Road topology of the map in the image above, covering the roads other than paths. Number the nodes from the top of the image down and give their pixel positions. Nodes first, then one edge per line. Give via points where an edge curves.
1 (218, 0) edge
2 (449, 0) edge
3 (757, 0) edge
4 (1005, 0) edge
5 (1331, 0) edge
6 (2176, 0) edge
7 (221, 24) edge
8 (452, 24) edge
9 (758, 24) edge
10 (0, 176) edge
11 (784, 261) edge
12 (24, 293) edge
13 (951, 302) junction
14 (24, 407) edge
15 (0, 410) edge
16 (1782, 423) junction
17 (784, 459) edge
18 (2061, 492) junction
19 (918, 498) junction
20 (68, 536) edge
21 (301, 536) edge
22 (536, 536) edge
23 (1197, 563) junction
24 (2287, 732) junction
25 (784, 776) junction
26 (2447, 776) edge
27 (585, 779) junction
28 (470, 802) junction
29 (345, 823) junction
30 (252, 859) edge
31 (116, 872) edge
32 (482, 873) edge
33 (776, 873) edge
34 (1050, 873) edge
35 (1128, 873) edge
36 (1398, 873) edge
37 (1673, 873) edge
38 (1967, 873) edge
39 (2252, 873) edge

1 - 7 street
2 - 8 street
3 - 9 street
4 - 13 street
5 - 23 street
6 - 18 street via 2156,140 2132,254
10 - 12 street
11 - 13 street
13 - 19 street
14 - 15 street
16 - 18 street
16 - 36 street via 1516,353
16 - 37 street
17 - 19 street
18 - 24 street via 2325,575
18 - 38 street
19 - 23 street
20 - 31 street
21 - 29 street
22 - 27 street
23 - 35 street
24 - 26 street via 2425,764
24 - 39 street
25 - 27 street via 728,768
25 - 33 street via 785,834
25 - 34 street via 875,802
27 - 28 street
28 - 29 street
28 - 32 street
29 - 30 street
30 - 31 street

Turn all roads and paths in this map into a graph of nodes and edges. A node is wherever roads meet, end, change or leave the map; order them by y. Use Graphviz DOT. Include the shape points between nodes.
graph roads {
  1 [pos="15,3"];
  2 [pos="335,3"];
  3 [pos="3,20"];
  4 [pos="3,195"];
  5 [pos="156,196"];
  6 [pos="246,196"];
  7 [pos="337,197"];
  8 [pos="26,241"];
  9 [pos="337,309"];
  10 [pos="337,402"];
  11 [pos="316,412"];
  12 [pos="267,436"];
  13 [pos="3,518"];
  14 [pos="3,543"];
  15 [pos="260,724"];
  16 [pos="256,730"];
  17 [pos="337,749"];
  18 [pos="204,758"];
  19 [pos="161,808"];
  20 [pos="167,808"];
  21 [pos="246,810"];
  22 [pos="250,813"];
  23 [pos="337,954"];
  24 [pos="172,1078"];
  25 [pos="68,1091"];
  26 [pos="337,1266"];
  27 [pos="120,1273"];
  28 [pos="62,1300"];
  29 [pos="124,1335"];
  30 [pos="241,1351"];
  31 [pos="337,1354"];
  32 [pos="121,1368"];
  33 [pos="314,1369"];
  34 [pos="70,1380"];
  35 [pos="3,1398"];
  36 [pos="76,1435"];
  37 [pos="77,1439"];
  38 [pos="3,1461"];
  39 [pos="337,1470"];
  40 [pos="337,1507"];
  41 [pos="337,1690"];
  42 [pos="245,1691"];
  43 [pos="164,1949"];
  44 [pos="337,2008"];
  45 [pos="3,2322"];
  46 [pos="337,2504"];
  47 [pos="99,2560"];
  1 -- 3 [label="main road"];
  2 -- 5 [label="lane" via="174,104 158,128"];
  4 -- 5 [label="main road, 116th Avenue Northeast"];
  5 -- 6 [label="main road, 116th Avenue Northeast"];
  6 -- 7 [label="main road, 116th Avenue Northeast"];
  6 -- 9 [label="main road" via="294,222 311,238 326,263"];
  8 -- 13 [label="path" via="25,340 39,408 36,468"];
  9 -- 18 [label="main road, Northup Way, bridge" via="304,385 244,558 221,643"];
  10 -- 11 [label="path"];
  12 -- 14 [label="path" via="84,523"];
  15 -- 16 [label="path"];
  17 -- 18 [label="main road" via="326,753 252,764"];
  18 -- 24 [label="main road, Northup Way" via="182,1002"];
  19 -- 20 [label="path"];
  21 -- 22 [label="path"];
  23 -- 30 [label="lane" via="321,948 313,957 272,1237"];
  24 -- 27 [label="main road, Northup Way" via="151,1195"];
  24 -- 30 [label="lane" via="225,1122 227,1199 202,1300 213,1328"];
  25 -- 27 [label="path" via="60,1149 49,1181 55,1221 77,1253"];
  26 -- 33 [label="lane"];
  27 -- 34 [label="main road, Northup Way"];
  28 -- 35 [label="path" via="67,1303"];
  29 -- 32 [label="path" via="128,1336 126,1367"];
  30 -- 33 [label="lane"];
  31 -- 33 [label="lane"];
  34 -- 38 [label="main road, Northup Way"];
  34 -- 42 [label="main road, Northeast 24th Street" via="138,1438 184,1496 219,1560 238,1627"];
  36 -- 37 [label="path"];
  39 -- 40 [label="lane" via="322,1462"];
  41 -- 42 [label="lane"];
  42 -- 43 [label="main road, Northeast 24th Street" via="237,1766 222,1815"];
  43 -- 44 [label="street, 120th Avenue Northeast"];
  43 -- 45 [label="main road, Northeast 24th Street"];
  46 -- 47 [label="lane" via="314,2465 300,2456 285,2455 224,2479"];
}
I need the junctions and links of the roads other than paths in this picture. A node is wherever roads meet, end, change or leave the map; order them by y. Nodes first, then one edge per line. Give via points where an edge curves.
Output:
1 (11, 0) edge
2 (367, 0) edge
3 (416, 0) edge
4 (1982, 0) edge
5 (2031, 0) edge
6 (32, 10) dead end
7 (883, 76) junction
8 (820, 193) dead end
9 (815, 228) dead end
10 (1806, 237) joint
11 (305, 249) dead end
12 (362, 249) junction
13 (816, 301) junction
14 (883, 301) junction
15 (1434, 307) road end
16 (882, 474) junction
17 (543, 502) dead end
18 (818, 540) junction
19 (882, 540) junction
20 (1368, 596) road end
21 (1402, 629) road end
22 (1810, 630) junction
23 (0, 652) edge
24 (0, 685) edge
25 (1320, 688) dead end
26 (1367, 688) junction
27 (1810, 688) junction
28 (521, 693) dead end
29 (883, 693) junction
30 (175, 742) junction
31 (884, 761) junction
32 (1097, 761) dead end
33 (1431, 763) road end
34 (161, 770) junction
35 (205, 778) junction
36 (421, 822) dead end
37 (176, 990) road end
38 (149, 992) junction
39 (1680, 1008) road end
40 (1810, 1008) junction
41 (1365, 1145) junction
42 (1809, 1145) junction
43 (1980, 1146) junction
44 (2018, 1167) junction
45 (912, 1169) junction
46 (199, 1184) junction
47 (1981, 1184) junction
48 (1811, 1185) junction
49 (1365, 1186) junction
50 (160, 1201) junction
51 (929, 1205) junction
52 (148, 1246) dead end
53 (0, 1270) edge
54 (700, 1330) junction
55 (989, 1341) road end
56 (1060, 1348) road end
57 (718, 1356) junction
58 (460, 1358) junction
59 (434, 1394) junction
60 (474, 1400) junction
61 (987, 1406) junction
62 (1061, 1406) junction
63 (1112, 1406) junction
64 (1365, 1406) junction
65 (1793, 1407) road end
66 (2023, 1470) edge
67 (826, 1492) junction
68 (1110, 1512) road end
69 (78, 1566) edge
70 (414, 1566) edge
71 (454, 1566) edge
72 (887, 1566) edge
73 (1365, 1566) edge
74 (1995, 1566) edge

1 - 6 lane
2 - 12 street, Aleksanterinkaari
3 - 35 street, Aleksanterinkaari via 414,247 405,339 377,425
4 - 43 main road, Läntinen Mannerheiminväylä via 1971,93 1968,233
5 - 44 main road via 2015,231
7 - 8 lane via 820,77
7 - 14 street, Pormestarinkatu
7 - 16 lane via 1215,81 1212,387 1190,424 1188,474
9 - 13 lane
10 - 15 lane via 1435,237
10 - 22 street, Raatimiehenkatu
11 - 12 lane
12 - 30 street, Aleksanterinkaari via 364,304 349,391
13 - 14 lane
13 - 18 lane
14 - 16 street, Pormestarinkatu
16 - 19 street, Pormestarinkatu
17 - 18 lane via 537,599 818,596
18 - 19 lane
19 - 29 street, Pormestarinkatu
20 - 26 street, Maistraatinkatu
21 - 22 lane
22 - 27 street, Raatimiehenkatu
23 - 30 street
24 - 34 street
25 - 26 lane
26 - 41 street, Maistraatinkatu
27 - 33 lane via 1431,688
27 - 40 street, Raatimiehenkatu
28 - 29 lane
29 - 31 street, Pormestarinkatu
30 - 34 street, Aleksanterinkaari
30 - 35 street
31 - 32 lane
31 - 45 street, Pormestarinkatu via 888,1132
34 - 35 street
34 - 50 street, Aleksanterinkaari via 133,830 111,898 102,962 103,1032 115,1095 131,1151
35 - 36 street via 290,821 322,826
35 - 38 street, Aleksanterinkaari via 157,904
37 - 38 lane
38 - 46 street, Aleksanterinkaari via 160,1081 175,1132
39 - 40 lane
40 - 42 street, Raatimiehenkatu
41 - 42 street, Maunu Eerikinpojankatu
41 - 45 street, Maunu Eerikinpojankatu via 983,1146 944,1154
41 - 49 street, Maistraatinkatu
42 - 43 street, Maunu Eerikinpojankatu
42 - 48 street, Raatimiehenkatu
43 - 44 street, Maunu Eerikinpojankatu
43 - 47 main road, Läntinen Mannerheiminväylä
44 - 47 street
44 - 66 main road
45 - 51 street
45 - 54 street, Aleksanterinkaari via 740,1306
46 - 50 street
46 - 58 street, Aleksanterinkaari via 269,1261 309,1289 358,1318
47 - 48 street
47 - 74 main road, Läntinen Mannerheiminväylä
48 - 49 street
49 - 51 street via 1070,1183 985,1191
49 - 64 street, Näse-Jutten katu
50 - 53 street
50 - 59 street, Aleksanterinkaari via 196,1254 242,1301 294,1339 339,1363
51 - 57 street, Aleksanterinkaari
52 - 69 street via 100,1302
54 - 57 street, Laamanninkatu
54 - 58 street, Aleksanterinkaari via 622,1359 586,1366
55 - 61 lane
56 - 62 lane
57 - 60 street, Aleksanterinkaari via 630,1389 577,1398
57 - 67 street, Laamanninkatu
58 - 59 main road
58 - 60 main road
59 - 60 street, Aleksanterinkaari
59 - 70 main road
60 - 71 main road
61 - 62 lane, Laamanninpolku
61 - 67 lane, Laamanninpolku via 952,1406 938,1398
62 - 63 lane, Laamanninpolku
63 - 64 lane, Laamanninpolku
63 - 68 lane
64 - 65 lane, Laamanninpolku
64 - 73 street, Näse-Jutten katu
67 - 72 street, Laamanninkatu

++++++++++

About this exercise – Please find all lines of the entries that hold the string "meet" and copy them.

Result for this exercise –
Turn all roads and paths in this map into a graph of nodes and edges. A node is wherever roads meet, end, change or leave the map; order them by y. Use Graphviz DOT. Include the shape points between nodes.
I need the junctions and links of the roads other than paths in this picture. A node is wherever roads meet, end, change or leave the map; order them by y. Nodes first, then one edge per line. Give via points where an edge curves.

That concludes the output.